Abu Dhabi's corner shops brace for the introduction of VAT

Smaller shops dotted around the city's corners, side streets and neighbourhoods must display prices inclusive of VAT from Monday

Abu Dhabi, United Arab Emirates - December 27th, 2017:  Owner Mohammed Jamal of local shop Baqala to go with a story on VAT. Wednesday, December 27th, 2017 in Abu Dhabi. Chris Whiteoak / The National
Powered by automated translation

Abu Dhabi’s corner shops are bracing for the impact of VAT on January 1.

Many expect an initial slowdown in business when the 5 per cent value added tax is applied.

At one Baqala shop in the Al Nayhan neighbourhood, manager Mohammed Shameam predicted that it would definitely have a knock-on effect. He pointed to the impact of the doubling of cigarette prices and the 50 per cent increase in sugary soft drinks applied in September.

All retailers, including the many smaller shops dotted around the city's corners, side streets and neighbourhoods must display prices inclusive of VAT from Monday.

“Cigarette sales [of certain brands] have gone down – maybe by about 30 per cent. It’s the same with energy drinks. All sales went down," said Mr Shameam.

"Before people would buy two or three energy drinks and one pack of cigarettes every day but now it’s one drink.
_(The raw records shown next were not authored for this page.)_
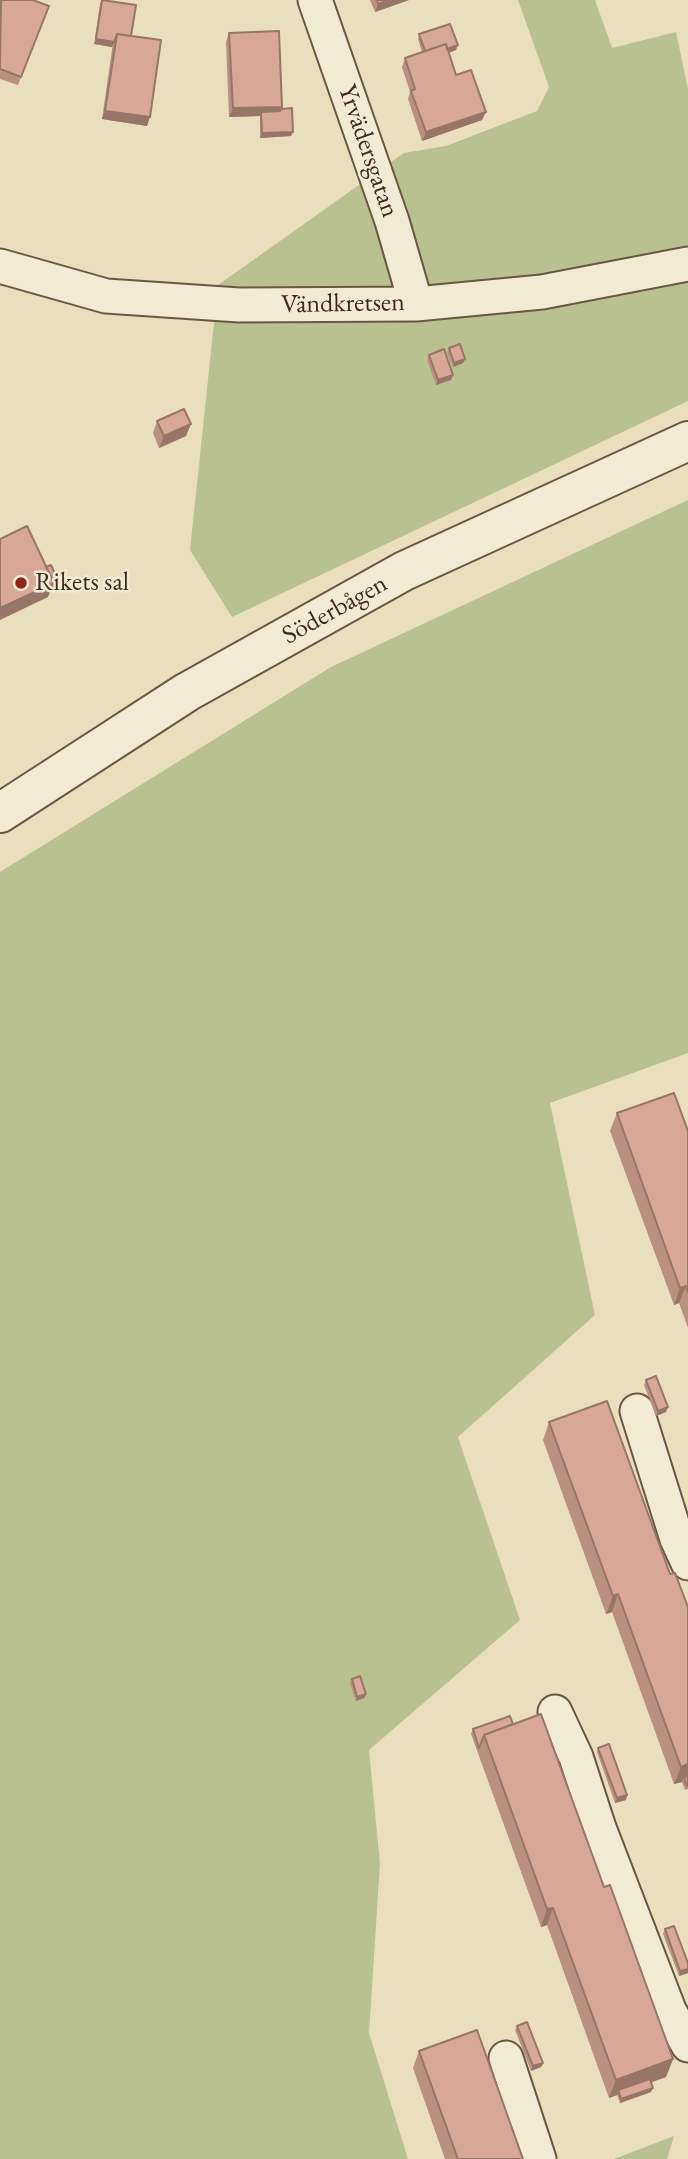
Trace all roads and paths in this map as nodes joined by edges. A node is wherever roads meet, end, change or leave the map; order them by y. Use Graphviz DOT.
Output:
graph roads {
  1 [pos="316,0"];
  2 [pos="688,264"];
  3 [pos="0,266"];
  4 [pos="416,304"];
  5 [pos="688,440"];
  6 [pos="0,813"];
  7 [pos="637,1411"];
  8 [pos="688,1563"];
  9 [pos="555,1712"];
  10 [pos="688,2045"];
  11 [pos="506,2058"];
  12 [pos="539,2159"];
  1 -- 4 [label="street, Yrvädersgatan"];
  2 -- 4 [label="street, Vändkretsen"];
  3 -- 4 [label="street, Vändkretsen"];
  5 -- 6 [label="street, Söderbågen"];
  7 -- 8 [label="street"];
  9 -- 10 [label="street"];
  11 -- 12 [label="street"];
}
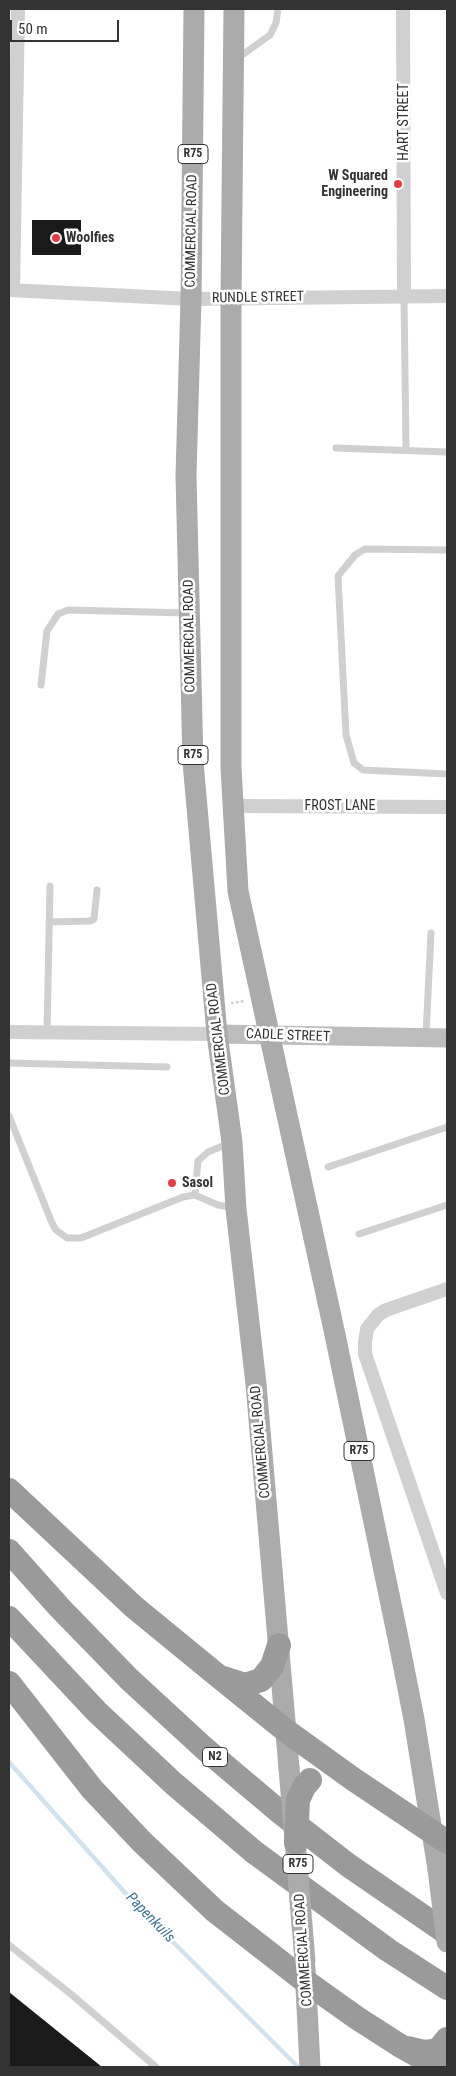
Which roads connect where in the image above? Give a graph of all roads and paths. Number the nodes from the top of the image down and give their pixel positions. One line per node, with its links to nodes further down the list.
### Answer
1 (18, 9): 6 (street)
2 (194, 9): 14 (main road, COMMERCIAL ROAD / R75)
3 (234, 9): 7 (main road, R75)
4 (278, 9): 7 (lane)
5 (404, 9): 11 (street, HART STREET)
6 (13, 40): 8 (street)
7 (234, 61): 13 (main road, R75)
8 (12, 85): 9 (street)
9 (12, 110): 10 (street)
10 (11, 290): 14 (street, RUNDLE STREET)
11 (404, 296): 12 (street, RUNDLE STREET); 13 (street, RUNDLE STREET); 16 (lane)
12 (447, 296)
13 (231, 297): 14 (street, RUNDLE STREET); 22 (main road, R75)
14 (191, 299): 19 (main road, COMMERCIAL ROAD / R75)
15 (336, 448): 16 (lane)
16 (406, 450): 17 (lane)
17 (447, 452)
18 (447, 550): 21 (lane)
19 (190, 613): 20 (lane); 29 (main road, COMMERCIAL ROAD / R75)
20 (41, 685)
21 (447, 774)
22 (234, 806): 23 (street, FROST LANE); 28 (main road, R75)
23 (447, 807)
24 (50, 886): 26 (lane)
25 (97, 890): 26 (lane)
26 (49, 922): 31 (lane)
27 (431, 932): 34 (lane)
28 (261, 998): 29 (path); 33 (main road, R75)
29 (214, 1006): 32 (main road, COMMERCIAL ROAD / R75)
30 (9, 1032): 31 (street, CADLE STREET)
31 (47, 1032): 32 (street, CADLE STREET)
32 (217, 1034): 33 (street, CADLE STREET); 40 (main road, COMMERCIAL ROAD / R75)
33 (270, 1035): 34 (street, CADLE STREET); 56 (main road, R75)
34 (425, 1038): 35 (street, CADLE STREET)
35 (447, 1038)
36 (9, 1063): 37 (lane)
37 (167, 1067)
38 (9, 1116): 42 (lane)
39 (447, 1126): 41 (lane)
40 (232, 1142): 42 (lane); 44 (main road, COMMERCIAL ROAD / R75)
41 (328, 1167)
42 (196, 1195): 44 (lane)
43 (447, 1205): 45 (lane)
44 (236, 1209): 51 (main road, COMMERCIAL ROAD / R75)
45 (360, 1234)
46 (447, 1289): 49 (street)
47 (9, 1490): 52 (highway)
48 (9, 1551): 58 (highway, N2)
49 (447, 1593)
50 (9, 1618): 62 (highway)
51 (279, 1645): 52 (highway); 54 (main road, COMMERCIAL ROAD / R75)
52 (217, 1675): 54 (highway)
53 (9, 1683): 61 (highway)
54 (285, 1730): 55 (highway); 57 (main road, COMMERCIAL ROAD / R75, bridge)
55 (353, 1778): 56 (highway); 57 (highway, bridge)
56 (440, 1837): 59 (main road, R75, bridge)
57 (296, 1843): 61 (main road, COMMERCIAL ROAD / R75, bridge)
58 (447, 1933)
59 (447, 1942)
60 (9, 1945): 64 (lane)
61 (305, 1971): 63 (highway); 65 (main road, COMMERCIAL ROAD / R75)
62 (447, 1988)
63 (441, 2052)
64 (156, 2067)
65 (310, 2067)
And the cigarettes are a cheaper brand."

Customers have been into the shop asking about VAT over the past few weeks. But Mr Shameam said he was prepared and that he wouldn’t be surprised if there was a big rush of people buying items ahead of the deadline.

All the shops visited by The National on Wednesday had registered for VAT, had or were in the process of updating their scanning systems and would start to label items by hand with the new prices over the weekend.

Down the road at another baqala, manager Abdul Gaffrr said he expected the VAT introduction to potentially hit low-income workers.Mr Gaffrr, from Kerala, has been a UAE resident of more than 20 years. “It might have an impact on lower income workers as salaries for them are not increasing. But many other people are just waiting to see regarding VAT.

“Business has come down, especially sales of cigarettes [of certain brands] which are down by 30 per cent (since the introduction of excise tax)," he said.

The Government introduced the tax on cigarettes and fizzy drinks to curb the rising prevalence of diseases such as diabetes, relieve pressure on the health service and boost revenues.

The introduction of VAT is expected to further boost revenues by as much as Dh12 billion in the first year as the Government seeks to diversify from oil and gas.

VAT will come into force at 7am on January 1. Currently school fees, healthcare, rent and public transportation are exempt from the tax. However, some analysts predict the introduction of VAT could hike the average cost of living by between 1.5 and 2 per cent.

Abu Dhabi’s much-loved corner shops have had a front row seat to the dizzying evolution of the city. In 2013, many underwent an expensive makeover. New regulations set down by the municipality saw most rebranded as “baqalas” with better lighting, wider aisles and more efficient refrigerators and freezers. It brought an end to the old-style shops that had been around for decades, many closed down and long-serving staff left the country. They’ve also seen the introduction of the cigarette and drink tax and are now witnesses to the landmark move by the UAE to introduce VAT.

One shop manager, who did not wish to be named, said it was impossible to predict what would happen after January 1. "We will have to wait for a year to assess the impact. But people on lower salaries will probably be hit."

At the Suhaila Supermarket close to the Russian embassy off Khalifa Street, manager Mohammed Jamal predicts VAT could impact sales for the first month or two.

“People have to eat. People will adapt. Someone who now eats a chicken burger might switch to something cheaper. But they are still eating every day,” said Mr Jamal, who has lived in the UAE for more than 25 years. He seemed sanguine about the effect of people buying cheaper goods or less goods on his business.

“Before, people bought cola but now they buy juice or laban which is cheaper. But they will still buy drinks. People switched to cheaper cigarette brands when that charge came in,” said Mr Jamal, who is from India.

“But I’m not sure how it will affect everyone. It might affect people on lower incomes more because salaries have stayed the same for them.”

“But this new tax is good for the country generally.”